MERMELADA CASERA


Siempre asoció el olor con su infancia, cuando su madre y su tía, en la cocina calurosa, lo preparaban todo para hacer mermelada y guardarla en frascos de vidrio que habían contenido algo y perfectamente lavados, la guardarían, bien tapados, para deleite de futuros desayunos, lonches, antojitos y por qué no, como postre para almuerzos dominicales, conversados y largos.  Especiales, pues.

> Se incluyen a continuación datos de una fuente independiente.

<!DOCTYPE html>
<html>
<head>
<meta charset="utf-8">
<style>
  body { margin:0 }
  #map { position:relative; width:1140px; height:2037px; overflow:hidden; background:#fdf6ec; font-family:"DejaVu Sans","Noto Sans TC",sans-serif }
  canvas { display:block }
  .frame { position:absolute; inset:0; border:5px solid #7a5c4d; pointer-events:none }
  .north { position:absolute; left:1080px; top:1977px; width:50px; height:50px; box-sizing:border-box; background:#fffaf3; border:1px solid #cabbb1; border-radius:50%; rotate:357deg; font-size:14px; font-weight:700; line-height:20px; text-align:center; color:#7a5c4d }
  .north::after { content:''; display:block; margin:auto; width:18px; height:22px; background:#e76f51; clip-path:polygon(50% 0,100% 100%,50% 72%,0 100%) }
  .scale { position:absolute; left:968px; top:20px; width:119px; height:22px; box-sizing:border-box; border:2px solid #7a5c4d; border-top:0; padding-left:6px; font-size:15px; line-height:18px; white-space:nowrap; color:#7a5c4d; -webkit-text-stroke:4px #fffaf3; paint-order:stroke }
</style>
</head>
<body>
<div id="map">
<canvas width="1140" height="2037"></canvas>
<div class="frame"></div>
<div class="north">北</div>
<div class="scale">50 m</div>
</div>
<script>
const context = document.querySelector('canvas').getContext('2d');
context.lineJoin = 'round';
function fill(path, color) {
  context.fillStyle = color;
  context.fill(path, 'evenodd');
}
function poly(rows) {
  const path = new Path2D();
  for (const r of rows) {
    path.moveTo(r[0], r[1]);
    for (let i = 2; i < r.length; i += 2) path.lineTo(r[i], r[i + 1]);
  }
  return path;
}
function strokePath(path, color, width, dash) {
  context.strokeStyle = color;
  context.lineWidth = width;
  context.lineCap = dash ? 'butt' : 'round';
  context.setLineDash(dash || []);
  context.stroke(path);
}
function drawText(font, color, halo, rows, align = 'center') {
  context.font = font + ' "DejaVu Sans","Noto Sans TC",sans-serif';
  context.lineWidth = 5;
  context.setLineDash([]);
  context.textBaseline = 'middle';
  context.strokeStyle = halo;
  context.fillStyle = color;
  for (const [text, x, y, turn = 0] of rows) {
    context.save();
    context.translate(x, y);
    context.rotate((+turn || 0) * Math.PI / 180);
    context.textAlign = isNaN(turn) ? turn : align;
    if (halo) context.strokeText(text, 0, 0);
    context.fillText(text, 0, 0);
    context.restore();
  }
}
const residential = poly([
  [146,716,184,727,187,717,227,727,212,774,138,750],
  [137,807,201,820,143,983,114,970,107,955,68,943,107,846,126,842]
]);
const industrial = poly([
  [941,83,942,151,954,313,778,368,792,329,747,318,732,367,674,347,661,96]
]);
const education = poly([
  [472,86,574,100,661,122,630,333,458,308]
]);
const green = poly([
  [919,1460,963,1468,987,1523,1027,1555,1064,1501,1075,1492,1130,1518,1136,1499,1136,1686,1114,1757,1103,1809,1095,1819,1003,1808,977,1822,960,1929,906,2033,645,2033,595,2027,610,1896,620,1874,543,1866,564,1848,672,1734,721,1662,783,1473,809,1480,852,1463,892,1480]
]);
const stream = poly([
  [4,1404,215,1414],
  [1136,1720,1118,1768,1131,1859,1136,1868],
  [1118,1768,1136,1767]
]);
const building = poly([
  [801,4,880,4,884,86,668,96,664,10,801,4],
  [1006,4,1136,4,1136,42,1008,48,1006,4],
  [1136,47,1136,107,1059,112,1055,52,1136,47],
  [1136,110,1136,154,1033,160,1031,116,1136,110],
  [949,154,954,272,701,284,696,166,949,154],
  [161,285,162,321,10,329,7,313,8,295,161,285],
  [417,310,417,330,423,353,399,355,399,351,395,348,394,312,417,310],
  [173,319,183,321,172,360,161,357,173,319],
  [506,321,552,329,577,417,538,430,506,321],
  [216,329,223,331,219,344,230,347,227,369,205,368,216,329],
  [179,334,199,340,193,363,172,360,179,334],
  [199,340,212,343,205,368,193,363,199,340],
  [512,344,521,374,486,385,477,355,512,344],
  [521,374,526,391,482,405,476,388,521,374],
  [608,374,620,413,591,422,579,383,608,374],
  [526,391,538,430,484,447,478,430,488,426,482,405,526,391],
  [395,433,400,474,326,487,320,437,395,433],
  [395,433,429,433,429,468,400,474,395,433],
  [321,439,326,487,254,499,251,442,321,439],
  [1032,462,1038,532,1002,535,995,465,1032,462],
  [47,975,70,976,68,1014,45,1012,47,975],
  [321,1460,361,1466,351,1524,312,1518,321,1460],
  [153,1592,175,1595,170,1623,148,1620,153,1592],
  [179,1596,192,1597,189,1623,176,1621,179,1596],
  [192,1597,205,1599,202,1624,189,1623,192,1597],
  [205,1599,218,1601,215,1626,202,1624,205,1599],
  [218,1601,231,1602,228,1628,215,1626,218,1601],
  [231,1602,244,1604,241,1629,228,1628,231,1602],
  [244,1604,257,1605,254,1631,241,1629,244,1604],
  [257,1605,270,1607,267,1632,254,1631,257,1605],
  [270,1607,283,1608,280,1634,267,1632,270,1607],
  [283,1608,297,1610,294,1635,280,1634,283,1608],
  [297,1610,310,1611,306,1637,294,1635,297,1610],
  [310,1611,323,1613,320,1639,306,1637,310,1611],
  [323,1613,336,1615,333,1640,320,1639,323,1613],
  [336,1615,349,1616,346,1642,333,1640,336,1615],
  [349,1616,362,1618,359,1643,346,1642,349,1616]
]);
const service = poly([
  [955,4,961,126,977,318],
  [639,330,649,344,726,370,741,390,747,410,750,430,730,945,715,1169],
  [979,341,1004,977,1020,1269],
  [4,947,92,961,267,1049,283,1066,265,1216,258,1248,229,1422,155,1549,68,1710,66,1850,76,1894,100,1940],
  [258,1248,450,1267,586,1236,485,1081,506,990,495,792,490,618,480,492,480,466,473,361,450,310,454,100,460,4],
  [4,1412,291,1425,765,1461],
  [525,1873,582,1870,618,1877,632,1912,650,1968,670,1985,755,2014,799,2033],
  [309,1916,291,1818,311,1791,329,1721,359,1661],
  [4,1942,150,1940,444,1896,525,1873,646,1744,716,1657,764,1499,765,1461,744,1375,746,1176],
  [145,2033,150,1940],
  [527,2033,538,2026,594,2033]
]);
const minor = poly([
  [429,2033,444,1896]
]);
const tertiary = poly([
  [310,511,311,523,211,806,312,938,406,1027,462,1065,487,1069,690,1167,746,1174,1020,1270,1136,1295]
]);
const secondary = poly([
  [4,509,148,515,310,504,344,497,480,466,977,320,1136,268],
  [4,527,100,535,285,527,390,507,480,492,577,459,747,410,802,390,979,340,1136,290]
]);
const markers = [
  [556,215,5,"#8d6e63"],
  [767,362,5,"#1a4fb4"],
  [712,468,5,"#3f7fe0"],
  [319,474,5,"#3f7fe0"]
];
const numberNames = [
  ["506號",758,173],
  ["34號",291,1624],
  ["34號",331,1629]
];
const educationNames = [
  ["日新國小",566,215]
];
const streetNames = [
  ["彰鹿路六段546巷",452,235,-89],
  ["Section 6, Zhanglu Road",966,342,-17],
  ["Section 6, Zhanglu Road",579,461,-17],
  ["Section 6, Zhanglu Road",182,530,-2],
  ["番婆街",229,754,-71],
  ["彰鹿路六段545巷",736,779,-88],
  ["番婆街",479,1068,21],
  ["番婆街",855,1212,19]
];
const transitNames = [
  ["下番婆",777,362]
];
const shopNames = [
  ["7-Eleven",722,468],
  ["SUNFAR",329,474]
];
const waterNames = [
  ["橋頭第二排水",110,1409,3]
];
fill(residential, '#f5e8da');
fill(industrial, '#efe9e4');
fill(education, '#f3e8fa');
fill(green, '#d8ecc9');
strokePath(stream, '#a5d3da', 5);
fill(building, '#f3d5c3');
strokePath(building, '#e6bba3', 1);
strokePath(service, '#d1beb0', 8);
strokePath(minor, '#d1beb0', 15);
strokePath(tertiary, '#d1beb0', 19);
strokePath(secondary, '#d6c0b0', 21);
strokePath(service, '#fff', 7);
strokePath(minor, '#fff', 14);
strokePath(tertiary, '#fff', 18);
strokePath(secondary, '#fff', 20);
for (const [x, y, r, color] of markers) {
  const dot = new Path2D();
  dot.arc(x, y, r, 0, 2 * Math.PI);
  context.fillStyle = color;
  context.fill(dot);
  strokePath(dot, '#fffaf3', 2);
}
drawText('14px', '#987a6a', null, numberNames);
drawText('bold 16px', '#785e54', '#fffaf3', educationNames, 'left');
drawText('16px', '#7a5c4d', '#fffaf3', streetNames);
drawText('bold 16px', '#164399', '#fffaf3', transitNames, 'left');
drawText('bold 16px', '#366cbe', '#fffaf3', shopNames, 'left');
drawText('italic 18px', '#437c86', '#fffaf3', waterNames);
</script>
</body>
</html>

El tiempo había pasado, llevándose a su madre y a la tía, sin que nadie volviera a preparar la mermelada de fresa en la casa y tal vez por eso, la añoranza lo asaltaba cuando veía a una vendedora de fresas con su canasta repleta, o cuando en el supermercado, comprando para la semana, atraía su vista la sección frutas, donde, en sus paquetes transparentes, las fresas parecían sonreír alegres y apretadas.

Un día, hizo lo que nunca había hecho, por considerarlo una traición: compró un frasco de mermelada de fresa, decidido a remontar el río de los recuerdos.

Ya en casa, solo, con mucha ceremonia, puso en la mesa del comedor un individual y sobre este, un plato, cuchillo y una servilleta de papel. En la panera había varios panes franceses. Abrió uno por la mitad, cuidadosamente, para luego destapar el frasco de mermelada y untar con generosidad el interior del pan, uniendo ambas partes. Después de tantos años, se sentía culpable, pero la memoria y el rojo brillante del dulce hicieron que sonriera, anticipando un gusto largamente postergado.

Dio un mordisco al pan y esperó que lo llenara el sabor de lonches, desayunos y antojitos soñados, pero no lo atropellaron las imágenes de su infancia, sino un sabor medio metálico, falso. “Es el sabor de la traición”, pensó y cerrando el frasco de mermelada recién comprado, prácticamente lleno, lo botó a la basura y fue a servirse un café, que no sabría a infancia.